Opium Trade Thriving in Democratic Afghanistan - U.N.

By Thalif Deen,
Inter Press Service
2/4/ 2003



UNITED NATIONS (IPS) - Despite the establishment of a democratic government and the presence of a 4,800-strong international peacekeeping force in Kabul, the cultivation of opium is continuing unabated in Afghanistan, a new U.N. study concludes.

The 222-page document raises difficult questions, Antonio Maria Costa, executive director of the U.N. Office on Drugs and Crime, said Monday.

''Why is the international presence in Afghanistan not able to bring under control a phenomenon connected to international terrorism and organized crime?'' and ''Why is the central government in Kabul not able to enforce a ban on opium cultivation as effectively as the former Taliban regime in 2000-2001?''.

Costa says there are no simple answers to these questions. The ''opium economy'' in Afghanistan is an intensely complex phenomenon, intermingled with the country's history, political structure, civil society and economy.

''Spawned after decades of civil and military strife, it has chained a poor rural population - farmers, landless labor, small traders, women and children - to the mercy of domestic warlords and international crime syndicates that continue to dominate several areas in the south, north and east of Afghanistan,'' says the study.

Titled ''The Opium Economy in Afghanistan: an International Problem'', it points out that the country's opium production has increased more than 15-fold since 1979, the year of the Soviet intervention.

The opium trade was de-facto legal in Afghanistan before and throughout the Taliban government. In 2000, the Taliban banned opium cultivation but not the trade.

By 2000, Afghanistan was the source of 70 percent of all the illicit opium produced in the world. Following a decline in 2001, production grew to high levels in 2002, making Afghanistan the world's largest producer of opium (followed by Myanmar and Laos), accounting for almost three-quarters of global opium production.

In January 2002, the government of Hamid Karzai, which was installed by the U.S. administration, banned the opium trade.
Despite the ban, the drug trade thrives. Revenue from opium rose from about 720 million U.S. dollars in 2000 to over 1.4 billion dollars in 2002.

Costa says that the establishment of democracy and the government's measures against the cultivation, trade and abuse of opium have been crucial steps towards solving the drug problem.

''Yet, other news has not been good,'' he says, adding that last year's opium poppy harvest was among the most bountiful in the country's history - more than 3,400 tons.

Drug abuse has increased greatly in the last few years due to prolonged human deprivation and suffering, the breakdown of traditional social controls, the return of refugees who developed drug problems in camps, and the almost unlimited availability of opiates within Afghanistan, the study says.

''Afghanistan's opium economy can be dismantled if the government, with the assistance of the international community, addresses the roots of the matter and not only its symptoms,'' Costa said.

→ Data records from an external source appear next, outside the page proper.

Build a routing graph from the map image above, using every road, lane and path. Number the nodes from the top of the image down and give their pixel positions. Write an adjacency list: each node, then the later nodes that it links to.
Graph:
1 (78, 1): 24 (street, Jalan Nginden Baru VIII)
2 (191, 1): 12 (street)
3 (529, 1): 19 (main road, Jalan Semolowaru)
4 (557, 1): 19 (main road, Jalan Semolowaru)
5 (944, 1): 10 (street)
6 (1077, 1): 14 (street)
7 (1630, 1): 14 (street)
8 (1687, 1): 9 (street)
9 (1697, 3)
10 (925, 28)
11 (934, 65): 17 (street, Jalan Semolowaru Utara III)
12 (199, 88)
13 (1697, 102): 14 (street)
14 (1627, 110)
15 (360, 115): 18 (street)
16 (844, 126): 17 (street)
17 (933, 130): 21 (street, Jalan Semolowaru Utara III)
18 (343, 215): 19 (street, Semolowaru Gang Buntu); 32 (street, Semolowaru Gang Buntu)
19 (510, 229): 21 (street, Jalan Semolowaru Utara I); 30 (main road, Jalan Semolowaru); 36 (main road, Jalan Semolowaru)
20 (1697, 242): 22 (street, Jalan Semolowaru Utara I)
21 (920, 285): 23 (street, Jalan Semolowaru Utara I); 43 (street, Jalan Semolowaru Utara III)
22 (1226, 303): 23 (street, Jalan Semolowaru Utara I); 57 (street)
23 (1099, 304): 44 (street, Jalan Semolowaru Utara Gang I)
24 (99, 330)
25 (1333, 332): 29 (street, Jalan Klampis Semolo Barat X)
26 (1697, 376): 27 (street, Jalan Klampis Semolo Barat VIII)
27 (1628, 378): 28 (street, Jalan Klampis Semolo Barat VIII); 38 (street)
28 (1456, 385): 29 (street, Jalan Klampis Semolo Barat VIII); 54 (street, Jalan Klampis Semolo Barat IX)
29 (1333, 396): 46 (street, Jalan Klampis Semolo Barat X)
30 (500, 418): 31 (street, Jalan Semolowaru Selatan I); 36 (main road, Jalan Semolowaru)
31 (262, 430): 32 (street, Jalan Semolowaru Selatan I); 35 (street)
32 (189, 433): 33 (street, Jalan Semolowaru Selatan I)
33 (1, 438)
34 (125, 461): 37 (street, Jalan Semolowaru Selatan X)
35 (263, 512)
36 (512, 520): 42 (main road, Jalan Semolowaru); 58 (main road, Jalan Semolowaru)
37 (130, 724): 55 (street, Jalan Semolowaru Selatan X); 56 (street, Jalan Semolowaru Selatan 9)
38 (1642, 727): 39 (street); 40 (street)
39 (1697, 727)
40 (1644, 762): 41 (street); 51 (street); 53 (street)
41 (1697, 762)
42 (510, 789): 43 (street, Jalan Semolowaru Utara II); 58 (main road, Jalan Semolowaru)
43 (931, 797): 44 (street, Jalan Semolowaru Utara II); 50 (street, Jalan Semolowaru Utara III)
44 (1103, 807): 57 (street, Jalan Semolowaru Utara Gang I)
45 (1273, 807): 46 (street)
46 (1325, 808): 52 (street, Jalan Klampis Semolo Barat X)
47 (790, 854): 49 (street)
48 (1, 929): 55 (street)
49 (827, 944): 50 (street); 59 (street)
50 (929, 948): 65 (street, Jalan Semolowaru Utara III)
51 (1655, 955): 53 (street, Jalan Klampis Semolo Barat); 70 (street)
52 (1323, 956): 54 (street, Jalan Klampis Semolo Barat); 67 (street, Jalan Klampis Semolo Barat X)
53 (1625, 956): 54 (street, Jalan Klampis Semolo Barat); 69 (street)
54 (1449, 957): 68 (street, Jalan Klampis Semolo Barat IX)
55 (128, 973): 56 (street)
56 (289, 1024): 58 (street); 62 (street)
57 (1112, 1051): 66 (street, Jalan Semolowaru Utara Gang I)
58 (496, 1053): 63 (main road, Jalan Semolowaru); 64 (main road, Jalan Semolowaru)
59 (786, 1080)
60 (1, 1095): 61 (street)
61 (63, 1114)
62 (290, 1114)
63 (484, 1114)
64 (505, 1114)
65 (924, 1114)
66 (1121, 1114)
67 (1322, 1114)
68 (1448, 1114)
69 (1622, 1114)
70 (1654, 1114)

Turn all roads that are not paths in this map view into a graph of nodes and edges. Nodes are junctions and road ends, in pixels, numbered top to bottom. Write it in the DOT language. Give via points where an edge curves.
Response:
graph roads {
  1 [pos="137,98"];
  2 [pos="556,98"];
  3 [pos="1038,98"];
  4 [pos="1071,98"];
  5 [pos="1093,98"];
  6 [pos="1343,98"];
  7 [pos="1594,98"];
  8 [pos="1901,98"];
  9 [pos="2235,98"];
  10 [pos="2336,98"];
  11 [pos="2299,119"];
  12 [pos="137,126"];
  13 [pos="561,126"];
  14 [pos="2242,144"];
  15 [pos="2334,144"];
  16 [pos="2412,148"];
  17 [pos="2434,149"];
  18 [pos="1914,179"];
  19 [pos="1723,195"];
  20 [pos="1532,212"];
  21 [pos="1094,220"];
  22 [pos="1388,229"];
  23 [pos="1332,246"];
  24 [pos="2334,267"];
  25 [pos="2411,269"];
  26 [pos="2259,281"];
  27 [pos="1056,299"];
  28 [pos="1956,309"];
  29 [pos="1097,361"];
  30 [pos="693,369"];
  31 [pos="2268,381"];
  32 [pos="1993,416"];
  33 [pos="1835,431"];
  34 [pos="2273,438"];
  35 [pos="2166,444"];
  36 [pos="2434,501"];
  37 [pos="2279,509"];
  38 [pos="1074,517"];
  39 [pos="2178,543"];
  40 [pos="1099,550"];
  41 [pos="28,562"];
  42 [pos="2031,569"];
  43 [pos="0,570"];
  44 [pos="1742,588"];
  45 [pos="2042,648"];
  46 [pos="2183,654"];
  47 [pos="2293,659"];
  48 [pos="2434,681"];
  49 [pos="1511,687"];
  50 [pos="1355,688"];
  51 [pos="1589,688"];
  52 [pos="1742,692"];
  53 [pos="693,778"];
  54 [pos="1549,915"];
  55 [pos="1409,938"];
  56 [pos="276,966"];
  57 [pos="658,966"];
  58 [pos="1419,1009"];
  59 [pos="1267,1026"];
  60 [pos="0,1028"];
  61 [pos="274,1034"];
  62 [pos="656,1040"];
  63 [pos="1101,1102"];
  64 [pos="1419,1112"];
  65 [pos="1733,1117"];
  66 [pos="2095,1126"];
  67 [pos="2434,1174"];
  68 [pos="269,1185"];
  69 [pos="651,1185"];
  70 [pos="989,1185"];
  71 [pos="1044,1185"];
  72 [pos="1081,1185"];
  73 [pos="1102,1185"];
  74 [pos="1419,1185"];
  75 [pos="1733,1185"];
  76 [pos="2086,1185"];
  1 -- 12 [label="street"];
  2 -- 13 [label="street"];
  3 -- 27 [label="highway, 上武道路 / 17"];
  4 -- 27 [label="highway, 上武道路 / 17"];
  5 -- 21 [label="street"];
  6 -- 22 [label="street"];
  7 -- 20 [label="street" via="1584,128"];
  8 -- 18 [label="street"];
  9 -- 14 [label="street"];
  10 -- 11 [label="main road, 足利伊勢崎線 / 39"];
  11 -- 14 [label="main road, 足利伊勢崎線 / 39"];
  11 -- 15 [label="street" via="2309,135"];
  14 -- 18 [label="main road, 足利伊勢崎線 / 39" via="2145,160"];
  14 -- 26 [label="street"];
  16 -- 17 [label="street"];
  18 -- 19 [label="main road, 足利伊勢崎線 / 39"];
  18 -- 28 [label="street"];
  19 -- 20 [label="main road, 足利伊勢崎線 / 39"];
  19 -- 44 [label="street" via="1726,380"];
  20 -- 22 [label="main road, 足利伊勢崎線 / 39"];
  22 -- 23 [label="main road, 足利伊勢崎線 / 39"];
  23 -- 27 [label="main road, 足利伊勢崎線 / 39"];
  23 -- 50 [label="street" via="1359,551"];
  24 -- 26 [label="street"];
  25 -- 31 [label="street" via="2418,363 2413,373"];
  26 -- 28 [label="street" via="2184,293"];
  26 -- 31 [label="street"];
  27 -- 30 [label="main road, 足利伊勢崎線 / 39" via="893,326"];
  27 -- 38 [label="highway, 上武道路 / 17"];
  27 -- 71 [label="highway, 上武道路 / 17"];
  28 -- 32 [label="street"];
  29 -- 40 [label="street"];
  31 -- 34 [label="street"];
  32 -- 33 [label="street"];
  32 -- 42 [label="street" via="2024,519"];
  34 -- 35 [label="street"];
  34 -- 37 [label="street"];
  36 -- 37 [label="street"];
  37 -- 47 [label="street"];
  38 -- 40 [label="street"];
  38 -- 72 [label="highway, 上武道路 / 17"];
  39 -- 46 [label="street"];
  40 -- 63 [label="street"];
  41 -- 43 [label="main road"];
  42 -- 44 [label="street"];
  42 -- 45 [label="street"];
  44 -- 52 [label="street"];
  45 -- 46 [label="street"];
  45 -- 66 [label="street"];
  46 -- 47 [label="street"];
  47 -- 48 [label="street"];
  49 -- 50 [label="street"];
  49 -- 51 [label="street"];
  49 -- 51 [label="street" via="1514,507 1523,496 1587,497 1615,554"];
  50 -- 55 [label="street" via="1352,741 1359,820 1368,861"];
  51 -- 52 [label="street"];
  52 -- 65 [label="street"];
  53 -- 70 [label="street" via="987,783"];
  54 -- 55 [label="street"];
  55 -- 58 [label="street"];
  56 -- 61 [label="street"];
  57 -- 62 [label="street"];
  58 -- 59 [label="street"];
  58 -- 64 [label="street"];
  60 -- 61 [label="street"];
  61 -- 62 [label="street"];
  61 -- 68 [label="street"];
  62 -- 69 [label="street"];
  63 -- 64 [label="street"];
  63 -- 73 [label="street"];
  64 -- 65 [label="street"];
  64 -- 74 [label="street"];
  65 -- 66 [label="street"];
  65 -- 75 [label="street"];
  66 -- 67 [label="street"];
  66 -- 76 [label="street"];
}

Certain elements will be essential in any sustainable counter-narcotic policy, Costa says.

''To help poor farmers decide in favor of licit crops; to replace narco-usury with a proper credit system and micro-lending; to provide jobs to women and to itinerant workers; to provide education to children, particularly girls; to turn opium bazaars into modern commodity markets; and to neutralize traffickers' and warlords' efforts to keep the evil trade alive.''

According to the study, opiate trafficking profits in neighboring countries amounted to some four billion dollars in 2002, about two percent of the country's gross domestic product (GDP), illustrating, said Costa, the problem's international nature.

The study also says that 80 to 90 percent of the heroin found in European markets (both eastern and western Europe) has traditionally been trafficked along the so-called Balkan route (Afghanistan, Iran, Turkey, the Balkan countries and Europe).

Those figures show that the solution will require an international commitment. ''In other words,'' Costa said, ''all countries that are part of the Afghan drug problem should be part of its solution''.